Behind the Music couldn’t have done it better, folks. Amazing. But just asking: Is there ever such a thing as a non-nightmarish blur of booze, golf and diapers?
Tonight on NBC, Headliners & Legends, the Matt Lauer–hosted profile show that usually airs on MNSBC, moves over to the big network for the evening to show a profile of Jim Carrey. Why, you ask? Because NBC’s showing Ace Ventura: When Nature Calls right after! Remember when you liked the idea of synergy? [WNBC, 4, 8 p.m.]
Sunday, June 3
When New York chef Bobby Flay lost to Masaharu Morimoto on the camped-out Japanese cooking showdown Iron Chef last year, it was sort of like Nikolai Volkov pinning Hulk Hogan: It was sad, it was unsettling, yet it felt … inevitable.
If you saw it, you know that Mr. Flay-the hometown favorite and the owner of the Mesa Grill-was filleted by Mr. Marimoto in a stateside Iron Chef filmed before a raucous crowd at Webster Hall. What’s more, Mr. Flay was electrocuted while trying to concoct his Iron Meal, then took a tongue-lashing from an indignant Mr. Morimoto after he hopped on a cutting board to (d’oh!) prematurely claim victory.
But all that didn’t hurt as much as losing, he said.
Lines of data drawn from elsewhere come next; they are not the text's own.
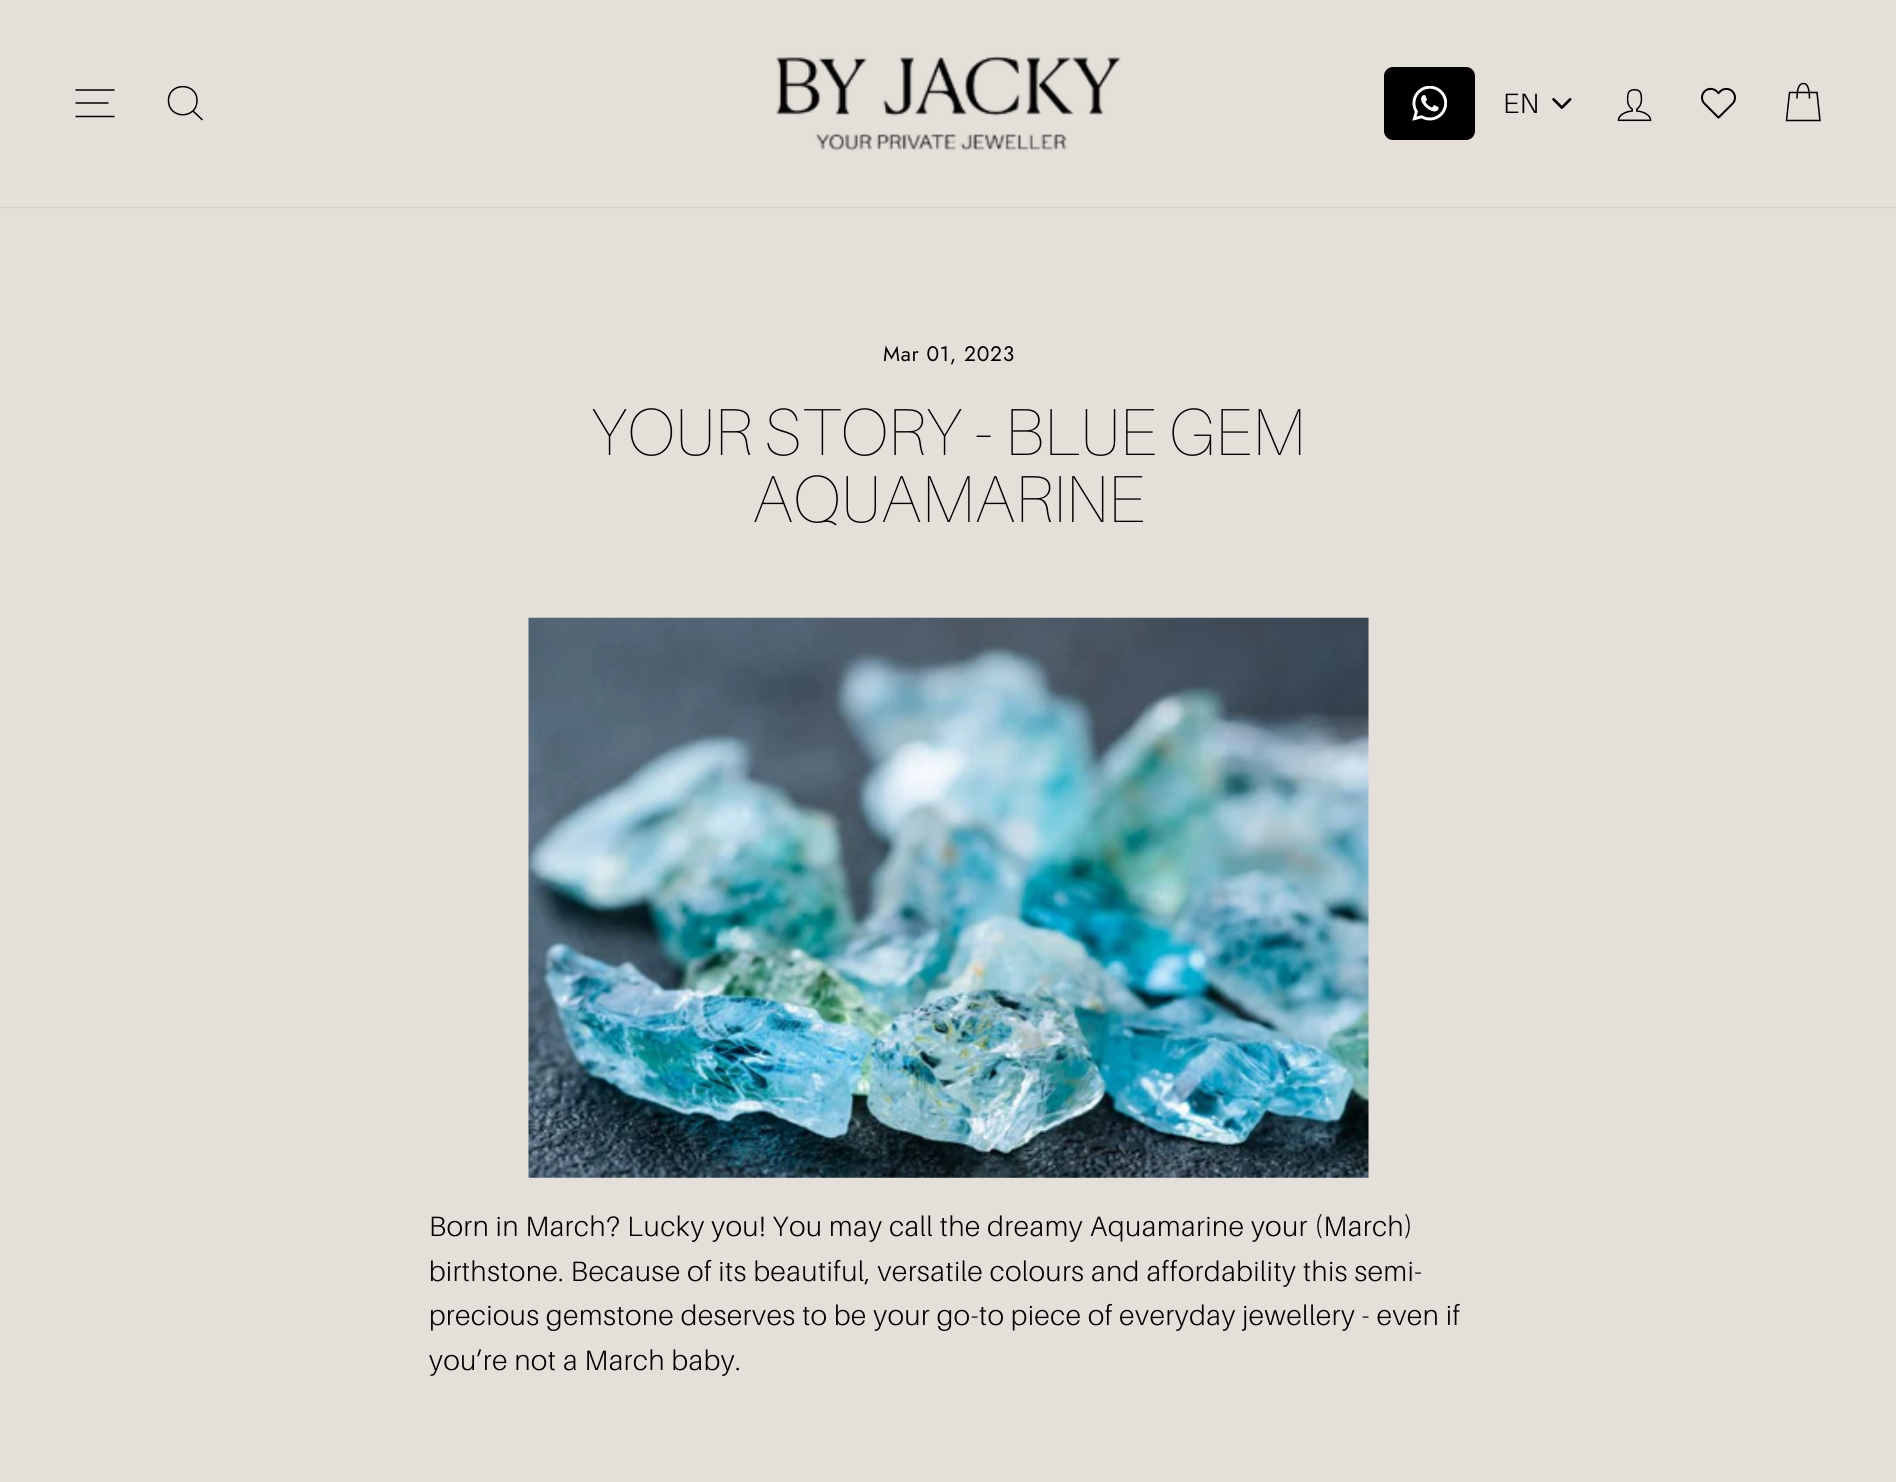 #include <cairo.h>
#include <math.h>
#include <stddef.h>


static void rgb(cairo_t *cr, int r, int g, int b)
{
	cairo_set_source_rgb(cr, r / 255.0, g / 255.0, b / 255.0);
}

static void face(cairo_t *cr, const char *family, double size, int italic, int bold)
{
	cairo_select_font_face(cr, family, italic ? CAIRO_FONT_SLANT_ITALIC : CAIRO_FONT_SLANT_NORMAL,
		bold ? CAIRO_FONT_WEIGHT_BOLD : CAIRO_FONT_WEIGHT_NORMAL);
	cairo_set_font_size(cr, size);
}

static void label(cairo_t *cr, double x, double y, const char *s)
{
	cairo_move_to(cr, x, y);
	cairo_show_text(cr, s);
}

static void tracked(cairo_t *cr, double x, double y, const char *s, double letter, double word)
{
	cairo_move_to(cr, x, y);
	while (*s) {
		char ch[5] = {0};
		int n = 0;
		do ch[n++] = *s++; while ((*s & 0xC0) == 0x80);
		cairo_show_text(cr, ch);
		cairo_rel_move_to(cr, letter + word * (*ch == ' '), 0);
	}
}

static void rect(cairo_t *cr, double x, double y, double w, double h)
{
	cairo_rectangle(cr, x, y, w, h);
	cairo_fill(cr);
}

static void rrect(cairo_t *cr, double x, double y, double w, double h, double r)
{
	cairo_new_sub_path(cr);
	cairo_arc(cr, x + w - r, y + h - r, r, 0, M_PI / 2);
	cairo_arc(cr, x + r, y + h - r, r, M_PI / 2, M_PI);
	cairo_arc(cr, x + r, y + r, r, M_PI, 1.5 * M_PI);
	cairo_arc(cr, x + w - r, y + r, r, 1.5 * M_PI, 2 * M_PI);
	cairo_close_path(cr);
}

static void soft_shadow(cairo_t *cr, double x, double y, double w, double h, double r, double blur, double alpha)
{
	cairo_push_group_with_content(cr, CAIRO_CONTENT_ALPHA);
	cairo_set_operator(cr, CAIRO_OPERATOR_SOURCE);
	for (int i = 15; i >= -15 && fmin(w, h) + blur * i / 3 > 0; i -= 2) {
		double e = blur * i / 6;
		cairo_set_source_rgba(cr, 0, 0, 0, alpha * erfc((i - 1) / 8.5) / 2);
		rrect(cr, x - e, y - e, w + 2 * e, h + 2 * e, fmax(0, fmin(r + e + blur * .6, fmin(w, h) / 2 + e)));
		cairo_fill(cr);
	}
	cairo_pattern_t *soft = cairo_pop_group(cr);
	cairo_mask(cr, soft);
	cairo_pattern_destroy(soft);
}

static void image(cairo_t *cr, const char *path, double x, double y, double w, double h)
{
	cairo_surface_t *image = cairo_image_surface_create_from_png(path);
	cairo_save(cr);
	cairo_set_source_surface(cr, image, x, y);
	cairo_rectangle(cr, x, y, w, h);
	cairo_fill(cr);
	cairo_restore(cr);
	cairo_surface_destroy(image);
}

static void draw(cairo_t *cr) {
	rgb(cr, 228, 223, 217);
	cairo_paint(cr);
	rgb(cr, 0, 0, 0);
	soft_shadow(cr, 0, 0, 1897, 207, 0, 1, 0.2);
	rgb(cr, 228, 223, 217);
	rect(cr, 0, 0, 1896, 207);
	cairo_new_path(cr);
	cairo_move_to(cr, 75.5, 90);
	cairo_line_to(cr, 114.5, 90);
	cairo_move_to(cr, 75.5, 103);
	cairo_line_to(cr, 108.5, 103);
	cairo_move_to(cr, 75.5, 116.5);
	cairo_line_to(cr, 114.5, 116.5);
	rgb(cr, 0, 0, 0);
	cairo_set_line_width(cr, 1.5);
	cairo_stroke(cr);
	cairo_new_path(cr);
	cairo_move_to(cr, 197, 100.5);
	cairo_curve_to(cr, 197, 119.5, 168.5, 119.5, 168.5, 100.5);
	cairo_curve_to(cr, 168.5, 82, 197, 82, 197, 100.5);
	cairo_close_path(cr);
	cairo_move_to(cr, 202.5, 120);
	cairo_line_to(cr, 193, 111);
	cairo_stroke(cr);
	image(cr, "image0.png", 776, 55, 345, 96);
	rrect(cr, 1384, 67, 91, 73, 9);
	cairo_fill(cr);
	image(cr, "image1.png", 1412, 86, 35, 35);
	image(cr, "image2.png", 1552, 98, 20, 11);
	face(cr, "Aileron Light", 28, 0, 0);
	tracked(cr, 1503, 113, "EN", 0.7, 0);
	image(cr, "image3.png", 1617, 89, 35, 33);
	image(cr, "image4.png", 1701, 87, 35, 32);
	cairo_new_path(cr);
	cairo_move_to(cr, 1797, 98.5);
	cairo_curve_to(cr, 1797, 86.5, 1800, 83.5, 1803.5, 83.5);
	cairo_curve_to(cr, 1806.5, 83.5, 1809.5, 86.5, 1809.5, 98.5);
	cairo_move_to(cr, 1789.5, 92.5);
	cairo_line_to(cr, 1817, 92.5);
	cairo_line_to(cr, 1820, 120.5);
	cairo_line_to(cr, 1786.5, 120.5);
	cairo_close_path(cr);
	cairo_stroke(cr);
	face(cr, "Jost", 21, 0, 0);
	tracked(cr, 883, 361, "Mar 01, 2023", 0.7, 0);
	face(cr, "Aileron ExtraLight", 66.5, 0, 0);
	label(cr, 591, 455, "YOUR STORY - BLUE GEM");
	label(cr, 752, 522, "AQUAMARINE");
	image(cr, "image5.png", 528, 617, 841, 561);
	face(cr, "Aileron Light", 28, 0, 0);
	tracked(cr, 429, 1236, "Born in March? Lucky you! You may call the dreamy Aquamarine your (March)", 0.7, 0);
	tracked(cr, 429, 1281, "birthstone. Because of its beautiful, versatile colours and affordability this semi-", 0.7, 0);
	tracked(cr, 429, 1325, "precious gemstone deserves to be your go-to piece of everyday jewellery - even if", 0.7, 0);
	tracked(cr, 429, 1370, "you’re not a March baby.", 0.7, 0);
}

int main(void) {
	cairo_surface_t *surface = cairo_image_surface_create(CAIRO_FORMAT_RGB24, 1896, 1482);
	cairo_t *cr = cairo_create(surface);
	cairo_font_options_t *options = cairo_font_options_create();
	cairo_font_options_set_hint_metrics(options, CAIRO_HINT_METRICS_OFF);
	cairo_font_options_set_hint_style(options, CAIRO_HINT_STYLE_NONE);
	cairo_set_font_options(cr, options);
	cairo_set_miter_limit(cr, 4);
	draw(cr);
	cairo_surface_write_to_png(surface, "render.png");
	cairo_font_options_destroy(options);
	cairo_destroy(cr);
	cairo_surface_destroy(surface);
	return 0;
}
“It was in New York. I’m a native New Yorker,” Mr. Flay said. “I definitely wasn’t looking forward to losing.”
But Mr. Morimoto respectfully granted his old rival a rematch-in Tokyo. It airs tonight on the Food Network. As Mr. Morimoto tersely explained: “We are not doing cooking show. We are doing cooking battle.”
Mr. Morimoto was asked why he got all bent out of shape when Mr. Flay jumped on his cutting board. “For Japanese, knife and cutting board and napkin, and all equipment in the kitchen, is sacred,” Mr. Morimoto said. “I spend 16 years in this country, mostly in New York. I try to understand American culture and lifestyle. But I don’t understand how [jumping on a board] is O.K. for restaurant cooking.”
But Mr. Flay, who’s not known for his self-deprecating demeanor, didn’t sound repentant. “Some people said to me, ‘How could you jump on the cutting board? That’s why you lost the match.’ But [other] people said, ‘Of course you jump on the cutting board. You’re an American! You get up and you get your adrenaline going. You cheer. That’s what we do in this country.’”
That’s right. That’s what we do in this country-unless we’re trapped in a nightmarish blur of booze, golf and diapers! Meanwhile, Mr. Flay said he was happy for his Food Network colleague Emeril Lagasse, who got his very own sitcom on NBC next fall. “It’s going to be my new Sopranos,” Mr. Flay said.
Bobby Flay tries to make Masaharu Morimoto sleep with the yellowtail in tonight’s Iron Chef rematch, entitled Iron Chef 21st Century Battle. [FOOD, 50, 9 p.m.]
Monday, June 4
Tonight on TNT, Wesley Snipes in the not-so-gay Blade. [TNT, 3, 8 p.m.]
Tuesday, June 5
Hey, it’s former Broadway sensation Kristin Chenoweth, making her debut tonight in Kristin, her NBC sitcom! Just to make sure she does O.K., the Peacock’s got Ms. Chenoweth smooshed inside a triple-decker Dagwood of Frasier repeats. [WNBC, 4, 8:30 p.m.]